Si è obiettato che con l'abolizione della proprietà privata
cesserebbe ogni attività e prenderebbe piede una pigrizia
generale.
Da questo punto di vista, già da molto tempo la società
borghese dovrebbe essere andata in rovina per pigrizia, poiché
in essa coloro che lavorano, non guadagnano, e quelli che
guadagnano, non lavorano. Tutto lo scrupolo sbocca nella
tautologia che appena non c'è più capitale non c'è più lavoro
salariato.
Tutte le obiezioni che vengono mosse al sistema
comunista di appropriazione e di produzione dei prodotti
materiali, sono state anche estese alla appropriazione e alla
produzione dei prodotti intellettuali, come il cessare della
proprietà di classe è per il borghese il cessare della produzione
stessa, così il cessare della cultura di classe è per lui identico
alla fine della cultura in genere.
Quella cultura la cui perdita egli rimpiange, è per la
enorme maggioranza la preparazione a diventar macchine.
Ma non discutete con noi misurando l'abolizione della
proprietà borghese sul modello delle vostre idee borghesi di
libertà, cultura, diritto e così via. Le vostre idee stesse sono
prodotti dei rapporti borghesi di produzione e di proprietà,
come il vostro diritto è soltanto la volontà della vostra classe elevata a legge, volontà il cui contenuto è dato nelle condizioni
materiali di esistenza della vostra classe.
Voi condividete con tutte le classi dominanti tramontate
quell'idea interessata mediante la quale trasformate in eterne
leggi della natura e della ragione, da rapporti storici quali sono,
transeunti nel corso della produzione, i vostri rapporti di
produzione e di proprietà. Non vi è più permesso di
comprendere per la proprietà borghese quel che comprendete
per la proprietà antica e per la proprietà feudale.

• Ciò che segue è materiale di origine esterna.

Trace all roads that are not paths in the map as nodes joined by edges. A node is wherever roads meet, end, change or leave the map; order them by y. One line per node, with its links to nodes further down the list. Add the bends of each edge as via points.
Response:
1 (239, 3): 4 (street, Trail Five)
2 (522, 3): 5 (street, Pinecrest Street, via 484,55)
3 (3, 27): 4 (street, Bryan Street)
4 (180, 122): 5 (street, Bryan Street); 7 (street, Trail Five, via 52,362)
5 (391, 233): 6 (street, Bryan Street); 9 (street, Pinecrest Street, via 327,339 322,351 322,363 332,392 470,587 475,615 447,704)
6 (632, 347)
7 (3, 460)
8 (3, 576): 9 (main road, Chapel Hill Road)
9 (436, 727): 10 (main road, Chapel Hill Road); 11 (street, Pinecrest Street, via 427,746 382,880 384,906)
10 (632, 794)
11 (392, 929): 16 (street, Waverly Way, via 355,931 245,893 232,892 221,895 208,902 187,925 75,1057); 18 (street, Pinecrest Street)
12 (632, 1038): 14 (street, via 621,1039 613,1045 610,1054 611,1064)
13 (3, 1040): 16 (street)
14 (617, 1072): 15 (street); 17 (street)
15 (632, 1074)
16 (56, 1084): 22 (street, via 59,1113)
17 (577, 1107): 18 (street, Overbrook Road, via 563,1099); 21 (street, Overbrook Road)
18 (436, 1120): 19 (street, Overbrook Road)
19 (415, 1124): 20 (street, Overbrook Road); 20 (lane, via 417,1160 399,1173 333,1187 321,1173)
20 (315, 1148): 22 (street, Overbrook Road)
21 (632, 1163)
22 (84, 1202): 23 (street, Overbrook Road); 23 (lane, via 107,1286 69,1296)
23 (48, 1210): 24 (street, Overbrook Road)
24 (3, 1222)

Abolizione della famiglia! Anche i più estremisti si
riscaldano parlando di questa ignominiosa intenzione dei
comunisti.
Su che cosa si basa la famiglia attuale, la famiglia
borghese? Sul capitale, sul guadagno privato. Una famiglia
completamente sviluppata esiste soltanto per la borghesia: ma
essa ha il suo complemento nella coatta mancanza di famiglia
del proletario e nella prostituzione pubblica.
La famiglia del borghese cade naturalmente col cadere di
questo suo complemento ed entrambi scompaiono con la
scomparsa del capitale.
Ci rimproverate di voler abolire lo sfruttamento dei figli da
parte dei genitori? Confessiamo questo delitto. Ma voi dite che
sostituendo l'educazione sociale a quella familiare noi aboliamo
i rapporti più cari.
E anche la vostra educazione, non è determinata dalla
società? Non è determinata dai rapporti sociali entro i quali voi
educate, dalla interferenza più o meno diretta o indiretta della società mediante la scuola e così via? I comunisti non inventano
l'influenza della società sull'educazione, si limitano a cambiare il
carattere di tale influenza, e strappano l'educazione
all'influenza della classe dominante.
La fraseologia borghese sulla famiglia e sull'educazione,
sull'affettuoso rapporto fra genitori e figli diventa tanto più
nauseante, quanto più, per effetto della grande industria, si
lacerano per il proletario tutti i vincoli familiari, e i figli sono
trasformati in semplici articoli di commercio e strumenti di
lavoro.
Tutta la borghesia ci grida contro in coro: ma voi comunisti
volete introdurre la comunanza delle donne.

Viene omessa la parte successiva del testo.